Source-layer (`sourceLayer:`)
For multi-layer vector-tile sources (PMTiles / TileJSON / MVT), the named slice of features inside one tile. e.g. sourceLayer: "water" says "this xgis layer styles only the water features inside the source's tiles". Distinct from xgis "layer" — same word, different scope.
Step
Builtin gate: step(value, threshold, below, above). Returns below when value < threshold, above otherwise. Discrete sibling of interpolate (which blends linearly).

See: Function reference

Stop
A (input, value) pair inside interpolate(input, x1, y1, x2, y2, …). The runtime blends linearly between adjacent stops. Mapbox's interpolate paint expressions map onto the same model.
Sub-tile
A virtual child tile generated at runtime by clipping a parent tile's geometry. Used for over-zoom past the source's maxZoom — the renderer keeps showing finer detail by sub-dividing what data already exists.
Symbol
A reusable SVG-path glyph defined at top level: symbol arrow { path "M 0 0 L 10 5 L 0 10 z" }. Reference with shape-arrow. Stroke + fill render via SDF so glyphs stay crisp at every zoom.

T

Tile pyramid
The hierarchy of tile zoom levels — z=0 is one tile (the whole world), z=1 is 4 tiles, z=N has 4ⁿ tiles. Each tile at zoom N is one quadrant of its z=N-1 parent. The renderer picks tiles from across the pyramid based on screen-space size.
TileJSON
A JSON manifest describing a tile service — declares the tile URL template, zoom range, attribution, and (for vector tiles) the schema of available source layers. X-GIS's type: tilejson source kind reads this manifest then drives the same backend as PMTiles.

See: tilejson source

U

Utility (utility class)
A Tailwind-shaped style atom — fill-stone-200, stroke-1.5, opacity-80, shape-circle. Stacked on a layer's |-prefixed line; later utilities win on conflict. The full catalogue is auto-generated at build time.

See: Utility catalog

W

Web Mercator
See EPSG:3857.
WebGPU
The modern browser GPU API (W3C spec, Chrome 113+, Safari 17+, Firefox 130+).
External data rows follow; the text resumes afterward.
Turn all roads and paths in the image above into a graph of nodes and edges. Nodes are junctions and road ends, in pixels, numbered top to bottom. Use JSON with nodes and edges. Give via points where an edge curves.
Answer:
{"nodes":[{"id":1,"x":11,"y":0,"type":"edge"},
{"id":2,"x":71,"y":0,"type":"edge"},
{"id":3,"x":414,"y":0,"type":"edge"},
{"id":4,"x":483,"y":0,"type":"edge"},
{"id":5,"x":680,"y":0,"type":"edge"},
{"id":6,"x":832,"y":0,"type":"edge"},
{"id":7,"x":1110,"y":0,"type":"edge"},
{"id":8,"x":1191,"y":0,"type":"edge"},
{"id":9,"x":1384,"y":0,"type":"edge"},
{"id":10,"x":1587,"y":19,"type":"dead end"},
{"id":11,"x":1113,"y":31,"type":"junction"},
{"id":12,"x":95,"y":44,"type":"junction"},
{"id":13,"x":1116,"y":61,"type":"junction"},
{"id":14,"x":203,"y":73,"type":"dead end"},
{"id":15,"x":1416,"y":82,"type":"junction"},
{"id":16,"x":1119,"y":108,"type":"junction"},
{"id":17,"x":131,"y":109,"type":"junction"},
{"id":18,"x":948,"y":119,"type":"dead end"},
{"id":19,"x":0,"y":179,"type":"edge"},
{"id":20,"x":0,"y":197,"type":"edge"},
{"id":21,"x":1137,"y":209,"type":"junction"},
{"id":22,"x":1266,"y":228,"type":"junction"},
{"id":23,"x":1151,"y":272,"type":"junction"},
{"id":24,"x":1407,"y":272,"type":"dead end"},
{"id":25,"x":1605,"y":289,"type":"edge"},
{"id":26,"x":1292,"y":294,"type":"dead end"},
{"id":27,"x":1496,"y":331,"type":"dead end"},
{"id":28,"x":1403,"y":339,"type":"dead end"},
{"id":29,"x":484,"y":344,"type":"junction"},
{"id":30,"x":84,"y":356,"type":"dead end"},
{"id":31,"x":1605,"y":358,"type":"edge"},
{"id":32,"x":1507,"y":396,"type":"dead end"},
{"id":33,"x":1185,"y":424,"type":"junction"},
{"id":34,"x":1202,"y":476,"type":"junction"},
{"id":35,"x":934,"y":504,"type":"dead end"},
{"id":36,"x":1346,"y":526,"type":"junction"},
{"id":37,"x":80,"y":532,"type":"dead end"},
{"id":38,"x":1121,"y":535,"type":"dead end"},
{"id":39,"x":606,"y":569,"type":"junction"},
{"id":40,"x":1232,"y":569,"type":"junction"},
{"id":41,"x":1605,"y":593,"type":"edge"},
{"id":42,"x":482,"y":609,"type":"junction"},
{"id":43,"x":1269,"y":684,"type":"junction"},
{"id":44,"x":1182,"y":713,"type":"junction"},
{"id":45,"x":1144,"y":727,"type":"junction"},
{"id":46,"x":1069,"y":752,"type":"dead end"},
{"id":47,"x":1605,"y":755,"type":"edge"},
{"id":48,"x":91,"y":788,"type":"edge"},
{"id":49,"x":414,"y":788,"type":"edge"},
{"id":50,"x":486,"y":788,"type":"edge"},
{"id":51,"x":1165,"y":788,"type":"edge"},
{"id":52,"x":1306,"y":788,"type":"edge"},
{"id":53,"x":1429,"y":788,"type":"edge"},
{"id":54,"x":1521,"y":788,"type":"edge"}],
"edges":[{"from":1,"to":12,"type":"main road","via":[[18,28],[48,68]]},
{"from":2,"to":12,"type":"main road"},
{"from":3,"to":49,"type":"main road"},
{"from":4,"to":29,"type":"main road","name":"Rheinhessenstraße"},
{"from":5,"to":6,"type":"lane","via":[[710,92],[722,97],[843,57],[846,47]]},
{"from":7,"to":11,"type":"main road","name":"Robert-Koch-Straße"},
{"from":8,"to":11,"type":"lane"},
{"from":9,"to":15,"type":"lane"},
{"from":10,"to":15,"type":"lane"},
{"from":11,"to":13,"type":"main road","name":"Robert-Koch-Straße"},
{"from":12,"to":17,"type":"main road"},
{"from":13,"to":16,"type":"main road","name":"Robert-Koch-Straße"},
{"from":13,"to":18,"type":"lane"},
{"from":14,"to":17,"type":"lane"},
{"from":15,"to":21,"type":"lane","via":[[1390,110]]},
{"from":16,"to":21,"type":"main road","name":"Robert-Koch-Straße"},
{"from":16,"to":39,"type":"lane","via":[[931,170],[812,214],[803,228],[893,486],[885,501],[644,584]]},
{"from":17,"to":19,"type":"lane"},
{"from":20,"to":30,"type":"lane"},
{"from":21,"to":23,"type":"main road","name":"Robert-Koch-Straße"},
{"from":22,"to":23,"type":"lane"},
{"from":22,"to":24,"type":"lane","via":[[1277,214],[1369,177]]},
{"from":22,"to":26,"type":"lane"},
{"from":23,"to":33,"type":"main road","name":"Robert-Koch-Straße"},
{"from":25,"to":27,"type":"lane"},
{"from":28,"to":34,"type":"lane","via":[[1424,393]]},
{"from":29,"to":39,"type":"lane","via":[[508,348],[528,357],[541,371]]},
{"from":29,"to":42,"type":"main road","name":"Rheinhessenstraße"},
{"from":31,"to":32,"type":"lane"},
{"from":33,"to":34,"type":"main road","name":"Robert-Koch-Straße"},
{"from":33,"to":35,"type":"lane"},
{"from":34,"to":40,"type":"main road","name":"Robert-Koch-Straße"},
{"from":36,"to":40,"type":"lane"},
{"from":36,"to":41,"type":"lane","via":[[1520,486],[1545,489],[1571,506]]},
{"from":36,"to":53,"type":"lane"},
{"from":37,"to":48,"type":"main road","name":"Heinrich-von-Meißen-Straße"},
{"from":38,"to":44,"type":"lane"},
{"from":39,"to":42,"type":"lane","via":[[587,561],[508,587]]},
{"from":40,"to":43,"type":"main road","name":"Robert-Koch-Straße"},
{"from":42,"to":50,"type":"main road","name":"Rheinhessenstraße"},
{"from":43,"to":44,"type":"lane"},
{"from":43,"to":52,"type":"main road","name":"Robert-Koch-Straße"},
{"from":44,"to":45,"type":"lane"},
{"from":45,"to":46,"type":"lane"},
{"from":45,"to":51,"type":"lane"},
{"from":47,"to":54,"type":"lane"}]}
Replaces WebGL with explicit pipelines, compute shaders, and a closer-to-metal model. X-GIS targets WebGPU; falls back to Canvas 2D when no adapter is available.
WGSL (WebGPU shading language)
The GPU shader language WebGPU mandates. Modern, type-safe, derived from Rust-ish + GLSL ancestry. X-GIS's codegen emits WGSL; you don't hand-write it unless you're extending the compute pipeline.
Worker (web worker)
Off-main-thread JavaScript. X-GIS runs MVT decoding + GeoJSON tessellation in workers so a slow tile decode never stalls the render loop. Each source kind has its own worker pool.

Z

Zoom
Camera magnification level. Each integer step doubles the resolution — z=0 fits the whole world in 256 px, z=1 in 512 px, z=14 in 4 194 304 px. Continuous between integers (z=14.5 is a smooth interpolation). Available as a runtime accessor inside interpolate(zoom, …).